::: Data provided :::
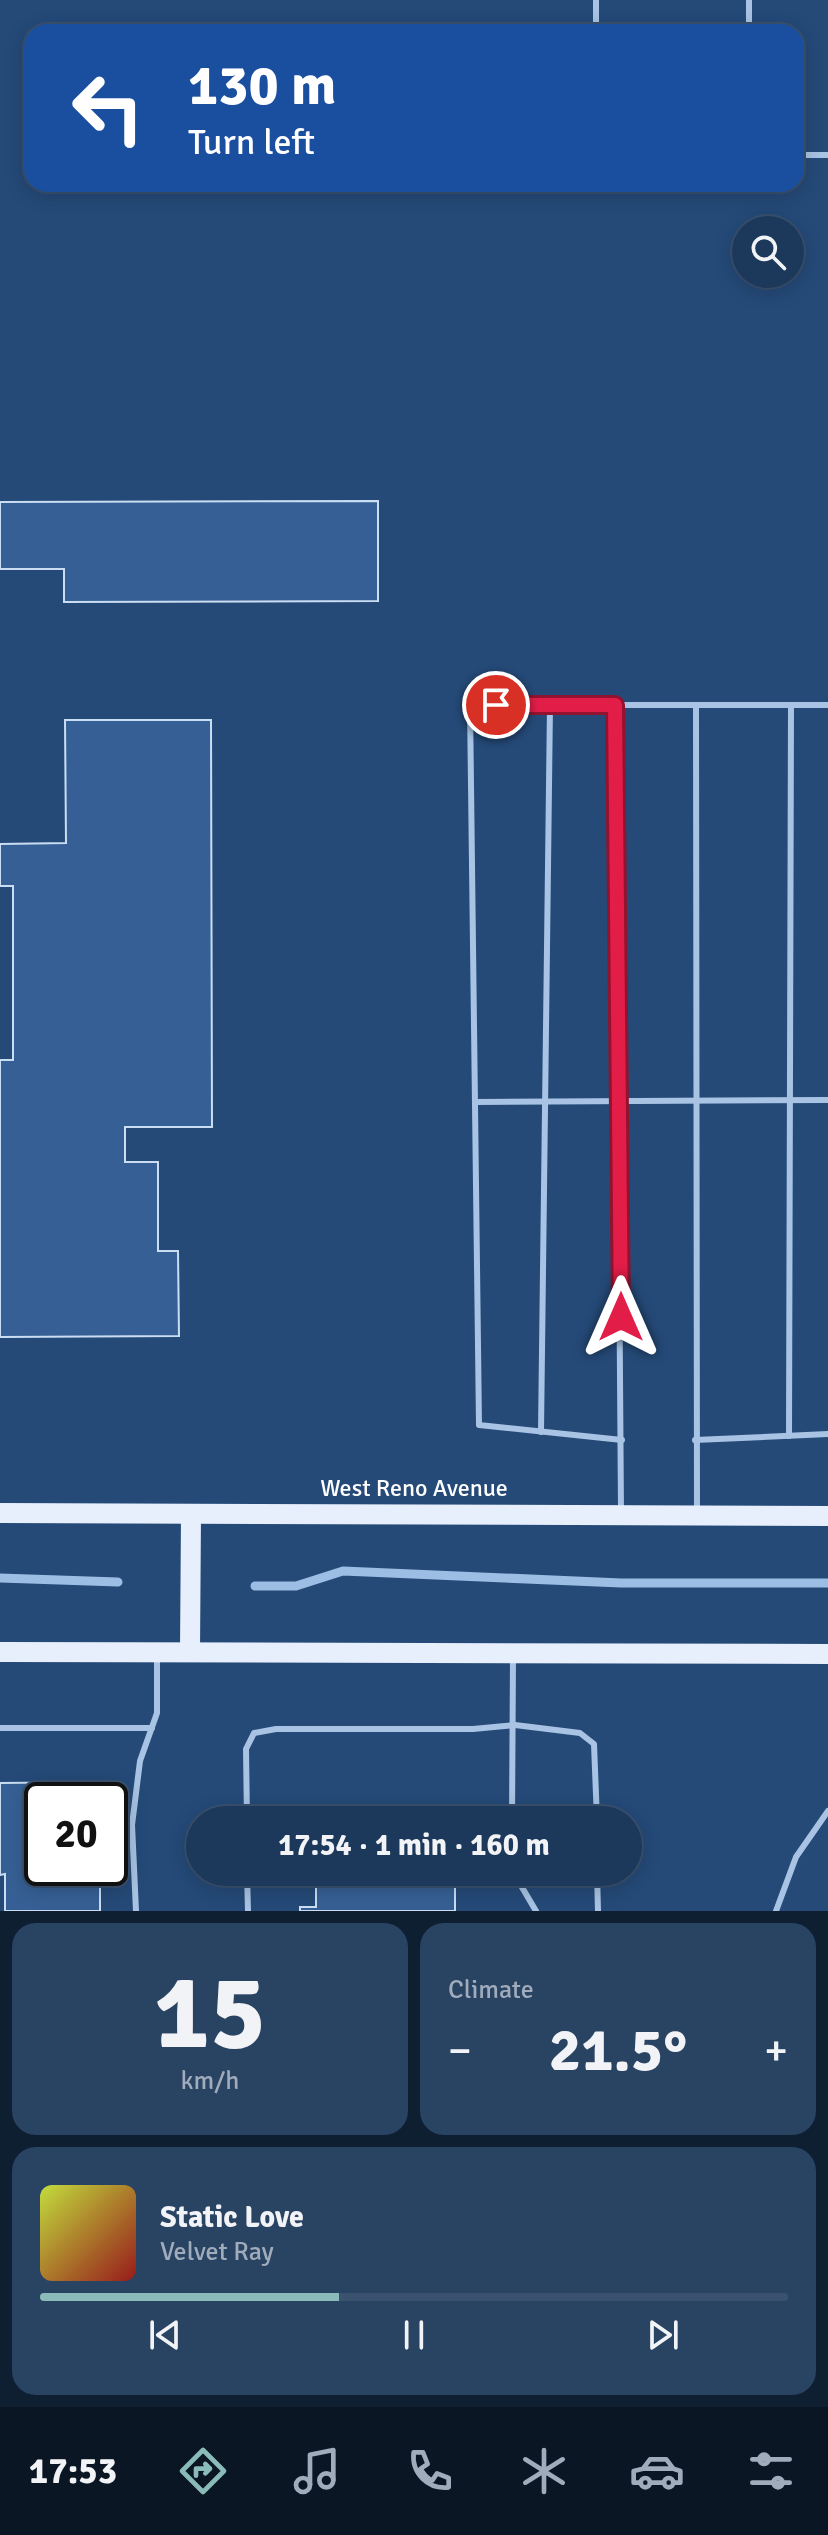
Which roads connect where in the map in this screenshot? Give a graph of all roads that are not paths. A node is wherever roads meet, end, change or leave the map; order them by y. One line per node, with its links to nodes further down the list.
1 (596, 0): 3 (lane)
2 (749, 0): 4 (lane)
3 (596, 24)
4 (749, 24)
5 (804, 155): 6 (lane)
6 (828, 155)
7 (550, 705): 8 (lane); 15 (lane); 17 (lane)
8 (615, 705): 9 (lane); 16 (lane)
9 (696, 705): 10 (lane); 14 (lane)
10 (791, 705): 11 (lane); 12 (lane)
11 (828, 705)
12 (790, 1099): 13 (lane); 14 (lane); 20 (lane)
13 (828, 1100)
14 (696, 1101): 16 (lane); 22 (lane)
15 (475, 1102): 17 (lane); 18 (lane)
16 (619, 1102): 17 (lane); 21 (lane)
17 (545, 1103): 18 (lane)
18 (541, 1432): 21 (lane)
19 (828, 1434): 20 (lane)
20 (789, 1436): 22 (lane)
21 (622, 1440): 25 (lane)
22 (695, 1440): 26 (lane)
23 (0, 1513): 24 (main road, West Reno Avenue)
24 (191, 1514): 25 (main road, West Reno Avenue); 30 (main road)
25 (621, 1515): 26 (main road, West Reno Avenue)
26 (697, 1515): 27 (main road, West Reno Avenue)
27 (828, 1516)
28 (0, 1652): 29 (main road)
29 (157, 1652): 30 (main road); 35 (lane)
30 (190, 1652): 31 (main road)
31 (513, 1653): 32 (main road); 33 (lane)
32 (828, 1654)
33 (515, 1725): 36 (lane); 37 (lane); 38 (lane)
34 (0, 1728): 35 (lane)
35 (152, 1728): 44 (lane)
36 (247, 1806)
37 (512, 1806)
38 (596, 1806)
39 (828, 1811): 47 (lane)
40 (247, 1886): 45 (lane)
41 (522, 1886): 43 (lane)
42 (597, 1886): 46 (lane)
43 (536, 1909)
44 (136, 1911)
45 (248, 1911)
46 (598, 1911)
47 (776, 1911)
:::
**What needs to be done:** Using the listing, filter for "West" and return the matching lines.

**Answer to this exercise:**
23 (0, 1513): 24 (main road, West Reno Avenue)
24 (191, 1514): 25 (main road, West Reno Avenue); 30 (main road)
25 (621, 1515): 26 (main road, West Reno Avenue)
26 (697, 1515): 27 (main road, West Reno Avenue)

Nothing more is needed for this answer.